Responsibilizar: dar oportunidades para participar en actividades de autogestión y organización. Como preparase el desayuno u organizarse la mochila. Finalmente, consiste en confiar en la persona y dejar que se responsabilice plenamente de sus propios actos y las consecuencias que derivan de estas.

Guías de orientación sobre el desarrollo de la autonomía del niño/a

Existe mucho que investigar en esta área. Al ser un concepto tan culturalmente influido y no ser el punto de mira actual, resulta difícil encontrar mucho material de apoyo fundamentada en evidencia científica acerca del desarrollo de la autonomía. A pesar de ello, os dejamos unas guías de orientación para el desarrollo de la autonomía en los primeros años de vida. Ya que,  la autonomía se aprende desde edades muy tempranas y es crucial para un aprendizaje hacía la felicidad para el resto de la vida.

DESARROLLO Y PROMOCIÓN DE LA AUTONOMÍA EN LOS NIÑOS CON SÍNDROME DOWN: Manual para el cuidador, publicado por el gobierno de Aragón. Contiene varios consejos muy prácticos que sirven para todos los niños y niñas. Además en el capítulo 3 se dan unas nociones básicas sobre el acompañamiento del niño/a en su desarrollo, ayudándonos a ir recalculando ese tira y afloja entre ayudar al niño/a y dejar que haga por sí mismo/a. Es una guía muy completa y práctica para promover esa autonomía.

Guía de Atención Temprana para Padres y Educadores: El niño de 0 a 3 años. Publicado por la Consejería de Educación, Cultura y Deporte del gobierno de la Rioja este manual de carácter más global nos da consejos para promover la autonomía indicando además las edades del desarrollo típico donde se van adquiriendo ciertas habilidades.

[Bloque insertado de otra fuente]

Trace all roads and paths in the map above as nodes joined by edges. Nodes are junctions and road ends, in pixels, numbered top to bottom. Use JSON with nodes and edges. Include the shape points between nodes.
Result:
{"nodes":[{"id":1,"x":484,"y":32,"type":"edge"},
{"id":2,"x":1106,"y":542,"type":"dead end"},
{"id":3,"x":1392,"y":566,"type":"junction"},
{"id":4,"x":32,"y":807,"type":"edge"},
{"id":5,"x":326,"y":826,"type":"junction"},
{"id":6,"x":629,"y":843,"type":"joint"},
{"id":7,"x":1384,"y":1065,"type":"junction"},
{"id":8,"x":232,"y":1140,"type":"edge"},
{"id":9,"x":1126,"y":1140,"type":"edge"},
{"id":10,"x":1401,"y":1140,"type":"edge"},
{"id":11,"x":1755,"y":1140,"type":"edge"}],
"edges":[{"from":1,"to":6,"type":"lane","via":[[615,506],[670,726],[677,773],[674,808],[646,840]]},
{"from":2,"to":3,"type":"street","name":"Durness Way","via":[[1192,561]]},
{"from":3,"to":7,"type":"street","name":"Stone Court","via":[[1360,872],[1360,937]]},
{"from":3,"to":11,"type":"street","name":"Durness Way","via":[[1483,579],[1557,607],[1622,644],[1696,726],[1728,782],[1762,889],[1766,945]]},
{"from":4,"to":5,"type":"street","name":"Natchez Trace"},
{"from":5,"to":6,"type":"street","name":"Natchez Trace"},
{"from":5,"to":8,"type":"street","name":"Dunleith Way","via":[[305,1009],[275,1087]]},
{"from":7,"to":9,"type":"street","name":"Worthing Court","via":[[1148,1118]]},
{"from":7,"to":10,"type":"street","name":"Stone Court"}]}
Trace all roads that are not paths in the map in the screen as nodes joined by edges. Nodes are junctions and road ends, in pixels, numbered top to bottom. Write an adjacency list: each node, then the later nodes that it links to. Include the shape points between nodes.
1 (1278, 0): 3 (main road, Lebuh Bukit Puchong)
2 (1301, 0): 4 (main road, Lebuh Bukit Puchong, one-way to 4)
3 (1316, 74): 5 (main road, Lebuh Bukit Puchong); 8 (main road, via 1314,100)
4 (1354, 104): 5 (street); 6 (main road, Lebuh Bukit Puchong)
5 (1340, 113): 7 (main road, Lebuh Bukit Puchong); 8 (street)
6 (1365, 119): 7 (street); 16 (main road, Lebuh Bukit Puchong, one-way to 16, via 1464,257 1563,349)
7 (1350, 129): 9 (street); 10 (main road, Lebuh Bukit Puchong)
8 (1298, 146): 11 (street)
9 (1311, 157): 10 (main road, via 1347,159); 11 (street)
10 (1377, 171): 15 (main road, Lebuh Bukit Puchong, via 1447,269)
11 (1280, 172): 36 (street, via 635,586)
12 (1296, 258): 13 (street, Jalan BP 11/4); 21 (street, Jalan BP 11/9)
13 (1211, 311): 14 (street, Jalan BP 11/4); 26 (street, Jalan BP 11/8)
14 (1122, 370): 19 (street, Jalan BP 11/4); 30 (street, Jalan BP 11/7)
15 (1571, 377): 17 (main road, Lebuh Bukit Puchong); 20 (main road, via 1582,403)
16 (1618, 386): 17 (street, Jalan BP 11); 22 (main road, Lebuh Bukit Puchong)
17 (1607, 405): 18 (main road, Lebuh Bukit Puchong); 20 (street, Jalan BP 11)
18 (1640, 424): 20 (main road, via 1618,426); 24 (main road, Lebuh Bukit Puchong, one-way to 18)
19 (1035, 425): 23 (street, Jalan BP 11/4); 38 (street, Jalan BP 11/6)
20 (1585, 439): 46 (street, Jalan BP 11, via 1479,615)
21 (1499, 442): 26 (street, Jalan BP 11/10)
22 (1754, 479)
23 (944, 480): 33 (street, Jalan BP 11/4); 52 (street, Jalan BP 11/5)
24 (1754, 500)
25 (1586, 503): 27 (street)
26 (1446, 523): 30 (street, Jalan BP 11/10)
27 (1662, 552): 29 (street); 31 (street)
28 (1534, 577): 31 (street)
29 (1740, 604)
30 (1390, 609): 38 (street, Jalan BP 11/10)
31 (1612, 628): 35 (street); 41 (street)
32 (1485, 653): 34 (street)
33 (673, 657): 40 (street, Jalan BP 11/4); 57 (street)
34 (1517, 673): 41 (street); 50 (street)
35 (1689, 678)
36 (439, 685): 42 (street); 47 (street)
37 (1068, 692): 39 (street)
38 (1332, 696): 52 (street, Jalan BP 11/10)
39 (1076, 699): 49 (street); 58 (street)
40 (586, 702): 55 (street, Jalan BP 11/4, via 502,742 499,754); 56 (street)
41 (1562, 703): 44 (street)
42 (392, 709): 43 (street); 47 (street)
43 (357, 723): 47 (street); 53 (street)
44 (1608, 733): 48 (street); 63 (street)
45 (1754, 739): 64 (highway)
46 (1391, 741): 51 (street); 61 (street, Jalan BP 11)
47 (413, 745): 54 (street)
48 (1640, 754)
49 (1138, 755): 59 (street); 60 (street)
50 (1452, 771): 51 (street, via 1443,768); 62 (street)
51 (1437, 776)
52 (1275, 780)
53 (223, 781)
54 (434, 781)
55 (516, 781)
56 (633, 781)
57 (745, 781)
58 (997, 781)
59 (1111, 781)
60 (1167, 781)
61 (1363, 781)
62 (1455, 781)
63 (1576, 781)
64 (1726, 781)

La autonomía de la persona mayor

Ahora que ya hemos tratado el desarrollo de la autonomía desde edades muy tempranas, debemos reflexionar sobre las edades más avanzadas. Al igual que el bebe no aprende a alcanzar lo que quiere si le proporcionamos todo, con las personas de edad avanzada pierden las capacidades aprendidas.

Principio de neuroplasticidad número 1: utilizaló o piérdelo.

A la persona mayor también se le debe AMAR. Por ejemplo, una persona mayor que ha perdido ciertas habilidades y le cuesta un esfuerzo atarse los zapatos, si vamos a su auxilio y le atamos los zapatos, es imposible que esa persona recupere las habilidades necesarias para volver atarse los cordones por sí misma. Otro ejemplo, es el de la estancias hospitalarias prolongadas o la vida residencial, donde no se siguen modelos de ocupación y mantenimiento de habilidades de autonomía para las actividades de la vida diaria. En estos contextos, las personas adultas y todavía más las personas mayores pierden mucha masa muscular, fuerza y facultades cognitivas, por lo que dejan de hacer por sí mismo las tareas más básicas como ir al baño. Para mantener la calidad de vida en las personas mayores debemos promover el envejecimiento activo y su autonomía.